The downside is that possibly, we may be getting a different failure from the one that is already known.
In conjunction with this approach, I think it's a great idea (if it's flagged as intermittent, and isn't, still fail).
(In reply to comment #3)
> OrangeFactor / Bugzilla + TBPL's tools are helpful for test that have been
> intermittently failing for a while.
> 
> But we're always going to have new tests added to the tree (one hopes ;), and
> new intermittent orange (either from new tests, or existing tests that start to
> go intermittent for one of a variety of reasons). Rerunning a failed test would
> be helpful the first few times something goes wonky.
> 
> A concrete example: A change is pushed, and a new test goes orange.
> (Unexpectedly, since I have _of course_ passed on try!) I could immediately
> back out, but if I can't reproduce it what then? Try relanding later, and hope
> the I luck out and miss the new orange?
> 
> If the test boxes immediately reran the specific failed test a couple times, it
> would help people watching the tree to know that either (1) the test is
> intermittent, and someone needs to start looking at why or (2) the test is
> _not_ intermittent, and the committer should back out (or otherwise close the
> tree).
> 
> [I wouldn't undersell #2 -- people don't like to think their change could have
> caused the problem, and having immediate data that it failed 3x would dash any
> hope that it might go green on the next cycle.]

OK, this proposal makes sense to me.  The only problem with it is that I don't necessarily think that we need additional test runs for intermittent oranges that TBPL knows about (which are the most common type of intermittent oranges).  I think for those cases, rerunning the tests just wastes everyone's time.

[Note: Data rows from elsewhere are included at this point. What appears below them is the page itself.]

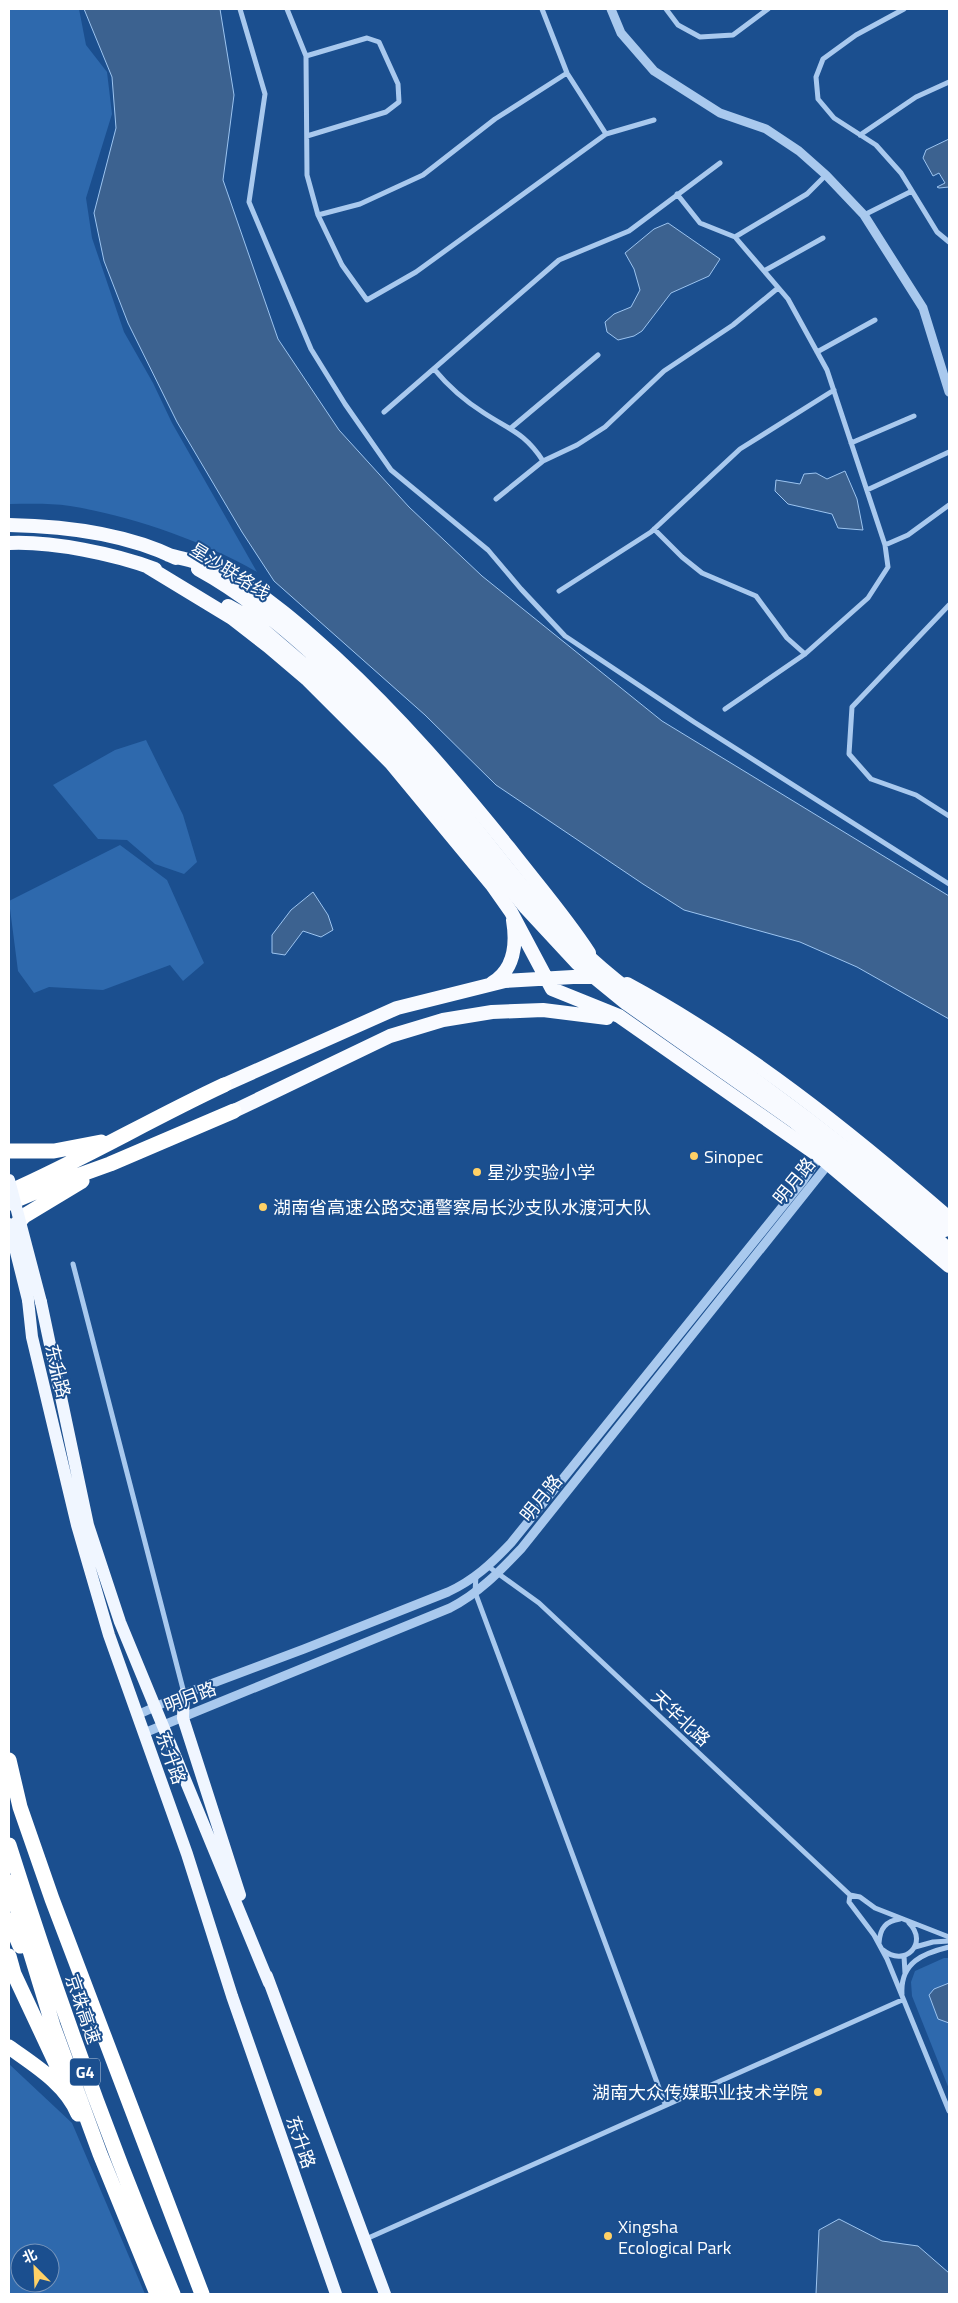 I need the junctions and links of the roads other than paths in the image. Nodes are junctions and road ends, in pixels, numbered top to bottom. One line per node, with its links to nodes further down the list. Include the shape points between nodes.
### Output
1 (240, 9): 57 (street, via 264,94 249,202 311,349 392,470 488,550 565,636)
2 (287, 9): 8 (street)
3 (542, 9): 9 (street)
4 (610, 9): 16 (street, via 621,33 654,71 720,112 766,129 799,151)
5 (666, 9): 6 (street, via 678,25 700,37 733,35)
6 (768, 9)
7 (904, 9): 13 (street, via 856,35 823,59 816,77 818,99 834,118)
8 (306, 56): 14 (street); 14 (street, via 367,38 379,42 398,84 399,102 386,112)
9 (567, 73): 12 (street); 19 (street, via 495,119 423,174 360,204)
10 (949, 82): 13 (street, via 916,98)
11 (654, 120): 12 (street)
12 (606, 134): 19 (street, via 416,272 367,300 342,265)
13 (860, 135): 17 (street, via 876,145)
14 (307, 136): 19 (street, via 307,175)
15 (720, 163): 18 (street)
16 (826, 175): 20 (street); 21 (street, via 807,194)
17 (912, 191): 20 (street); 23 (street, via 937,232)
18 (677, 194): 21 (street, via 700,223); 29 (street, via 630,231 560,260)
19 (318, 215)
20 (864, 215): 31 (street, via 923,308)
21 (735, 237): 24 (street)
22 (823, 238): 24 (street)
23 (949, 242)
24 (764, 271): 25 (street)
25 (778, 288): 27 (street, via 788,299); 37 (street, via 732,325 664,371 605,427)
26 (876, 320): 27 (street)
27 (817, 352): 30 (street)
28 (598, 354): 34 (street)
29 (434, 369): 32 (street); 34 (street, via 445,383 483,412)
30 (834, 390): 35 (street); 44 (street, via 740,449)
31 (949, 392)
32 (384, 412)
33 (914, 416): 35 (street)
34 (511, 428): 37 (street, via 532,444)
35 (851, 443): 38 (street)
36 (949, 452): 38 (street)
37 (543, 461): 39 (street)
38 (867, 490): 47 (street)
39 (496, 499)
40 (949, 504): 47 (street, via 908,536)
41 (9, 520): 43 (main road)
42 (9, 525): 43 (highway, 星沙联络线)
43 (40, 526): 49 (highway, 星沙联络线, via 99,534)
44 (654, 529): 51 (street); 53 (street, via 702,573 756,596 787,638)
45 (9, 544): 46 (highway)
46 (32, 545): 48 (main road); 50 (highway, via 107,555)
47 (885, 546): 53 (street, via 888,567 868,598)
48 (9, 551)
49 (169, 555): 54 (highway, 星沙联络线, via 200,570 256,608 319,659); 59 (highway, via 224,572 266,598 378,697 475,806 573,929)
50 (148, 567): 54 (highway, via 182,580 248,617); 58 (highway, via 232,618 308,680 391,763)
51 (559, 591)
52 (949, 605): 56 (street, via 852,707 849,754 871,779 916,795)
53 (805, 654): 55 (street)
54 (344, 691): 75 (highway, bridge, via 526,908 577,963 626,1003)
55 (725, 709)
56 (949, 816)
57 (949, 884)
58 (512, 912): 60 (highway); 61 (highway, via 512,960 500,979)
59 (604, 977): 60 (highway); 65 (highway, via 624,982 724,1042)
60 (545, 978): 61 (highway); 62 (highway, via 552,988 619,1016)
61 (490, 984): 63 (highway, via 389,1011)
62 (644, 1034): 64 (highway, via 604,1016 543,1010 492,1012 443,1020 390,1036); 68 (highway)
63 (224, 1085): 66 (highway, via 173,1108)
64 (234, 1111): 69 (highway)
65 (845, 1132): 68 (street, 明月路); 75 (highway)
66 (118, 1139): 67 (highway, via 54,1151); 71 (highway)
67 (9, 1151)
68 (824, 1160): 77 (highway); 79 (street, 明月路, via 803,1180); 80 (street, 明月路, via 521,1549)
69 (110, 1164): 72 (highway); 74 (highway, via 24,1216)
70 (9, 1180): 78 (main road, 东升路, bridge)
71 (9, 1192)
72 (9, 1203)
73 (9, 1224): 78 (main road, 东升路, bridge)
74 (9, 1234)
75 (946, 1235)
76 (73, 1264): 83 (street)
77 (949, 1266)
78 (34, 1301): 84 (main road, 东升路, via 88,1525 120,1622); 85 (main road, 东升路, via 32,1337 77,1525 109,1635)
79 (489, 1567): 80 (street, 天华北路); 81 (street, 明月路)
80 (498, 1573): 82 (street, 明月路); 94 (street, 天华北路, via 539,1603)
81 (476, 1576): 82 (street); 83 (street, 明月路, via 468,1583)
82 (475, 1592): 86 (street, 明月路, via 450,1608); 110 (street)
83 (184, 1694): 84 (street, 明月路); 86 (main road, 东升路)
84 (155, 1708): 85 (street, 明月路); 87 (main road, 东升路)
85 (137, 1715): 88 (main road, 东升路)
86 (183, 1718): 87 (street, 明月路); 105 (main road, 东升路)
87 (162, 1725): 88 (street, 明月路); 105 (main road, 东升路)
88 (144, 1733): 116 (main road, 东升路)
89 (9, 1760): 91 (highway)
90 (9, 1778): 91 (highway)
91 (20, 1806): 115 (highway)
92 (9, 1845): 114 (highway, 京珠高速 / G4, via 66,2022)
93 (9, 1882): 107 (highway, 京珠高速 / G4)
94 (850, 1895): 96 (street); 98 (street, via 849,1902)
95 (9, 1920): 107 (highway)
96 (904, 1920): 97 (street); 98 (street, via 885,1925); 99 (street, via 916,1935)
97 (949, 1939): 99 (street)
98 (878, 1943): 101 (street)
99 (915, 1947): 103 (street)
100 (949, 1947): 104 (street, via 923,1954)
101 (882, 1949): 103 (street, via 892,1956); 106 (street)
102 (9, 1956): 109 (highway, via 14,1974)
103 (904, 1956): 104 (street)
104 (905, 1973): 106 (street, via 901,1984)
105 (269, 1983): 112 (main road, 东升路)
106 (902, 2000): 110 (street); 111 (street)
107 (53, 2026): 113 (highway, 京珠高速 / G4)
108 (9, 2046): 109 (highway, via 39,2068)
109 (74, 2104): 113 (highway)
110 (665, 2104): 112 (street)
111 (949, 2111)
112 (364, 2240): 117 (main road, 东升路)
113 (155, 2294)
114 (173, 2294)
115 (202, 2294)
116 (336, 2294)
117 (386, 2294)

Also, right now, we're almost 99% there, with us being able to rerun a test job from TBPL.  I use this very technique quite often when I see a new orange.  So I guess this proposal is about making it automated, right?
(In reply to comment #4)
> The downside is that possibly, we may be getting a different failure from the
> one that is already known.

Which is pretty serious!

At least on  few occasions, I've come across test failures on my own patches which looked the same as an intermittent orange.  In one case it was my patch making an intermittent orange quite worse (nearly perma-orange), in another case I mistakenly pushed the patch to m-c without realizing that I'm actually seeing a perma-orange, and in the rest of cases, my patch was triggering similar failures for very different reasons (bugs in my patch).

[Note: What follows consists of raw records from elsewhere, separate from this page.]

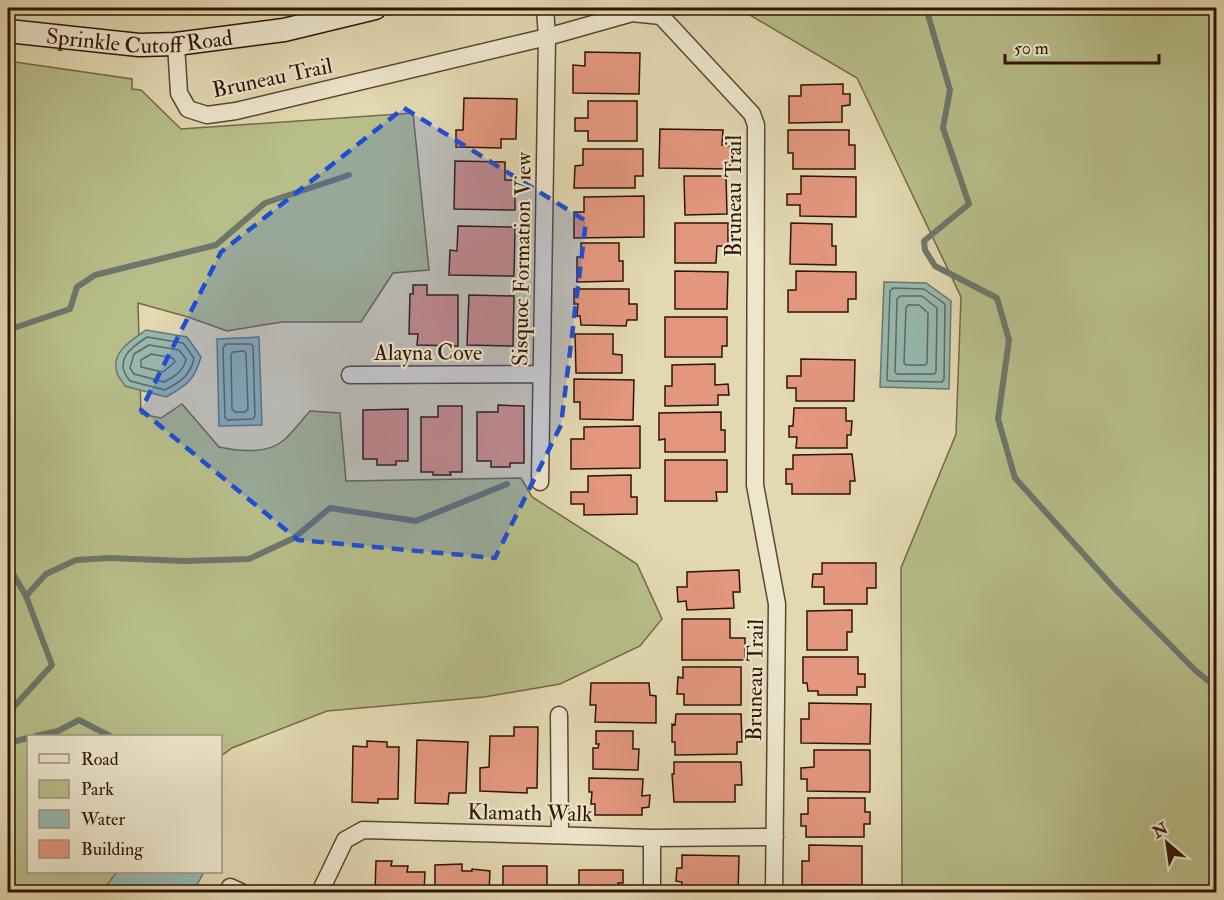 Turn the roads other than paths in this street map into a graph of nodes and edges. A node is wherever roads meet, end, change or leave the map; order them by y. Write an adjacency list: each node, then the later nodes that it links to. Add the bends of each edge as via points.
1 (375, 8): 5 (street, Sprinkle Cutoff Road, via 284,30)
2 (545, 8): 4 (street, Sisquoc Formation View)
3 (8, 31): 5 (street, Sprinkle Cutoff Road, via 139,45)
4 (547, 37): 5 (street, Bruneau Trail, via 207,115 188,109 179,93); 6 (street, Sisquoc Formation View); 11 (street, Bruneau Trail, via 632,13 661,16 752,114 756,125 755,485 777,604)
5 (176, 44)
6 (542, 374): 7 (street, Alayna Cove); 8 (street, Sisquoc Formation View)
7 (350, 375)
8 (540, 482)
9 (559, 715): 10 (street)
10 (560, 835): 12 (street, Klamath Walk); 13 (street, Klamath Walk, via 363,830 345,840)
11 (775, 837): 12 (street, Klamath Walk); 15 (street, Bruneau Trail)
12 (652, 838): 14 (street)
13 (320, 892)
14 (652, 892)
15 (774, 892)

This proposal makes detecting these cases before pushing to m-c nearly impossible.
(In reply to comment #7)
> This proposal makes detecting these cases before pushing to m-c nearly
> impossible.

I'm not saying they shouldn't be orange. I'm saying it might help to have them tagged somehow.
I hinted at this a year ago in a blog post:
https://elvis314.wordpress.com/2010/07/05/improving-personal-hygiene-by-adjusting-mochitests/

basically if we had meta data for each test we could know the history and report it as an orange or some other color.  this meta data could come from a webservice (think query orangefactor database) to determine if this is a known failure for that given platform.

In the past I have had test harnesses rerun a single test case (not test suite) if it fails to verify it reproduces.  I saw about 75% of the noise removed from my automation by doing that.  Almost every test file will run in seconds and having the harness rerun it to verify it fails could save us a lot of time.  Having to rerun the whole test suite could be time consuming and add more burden to our already backlogged machine pool.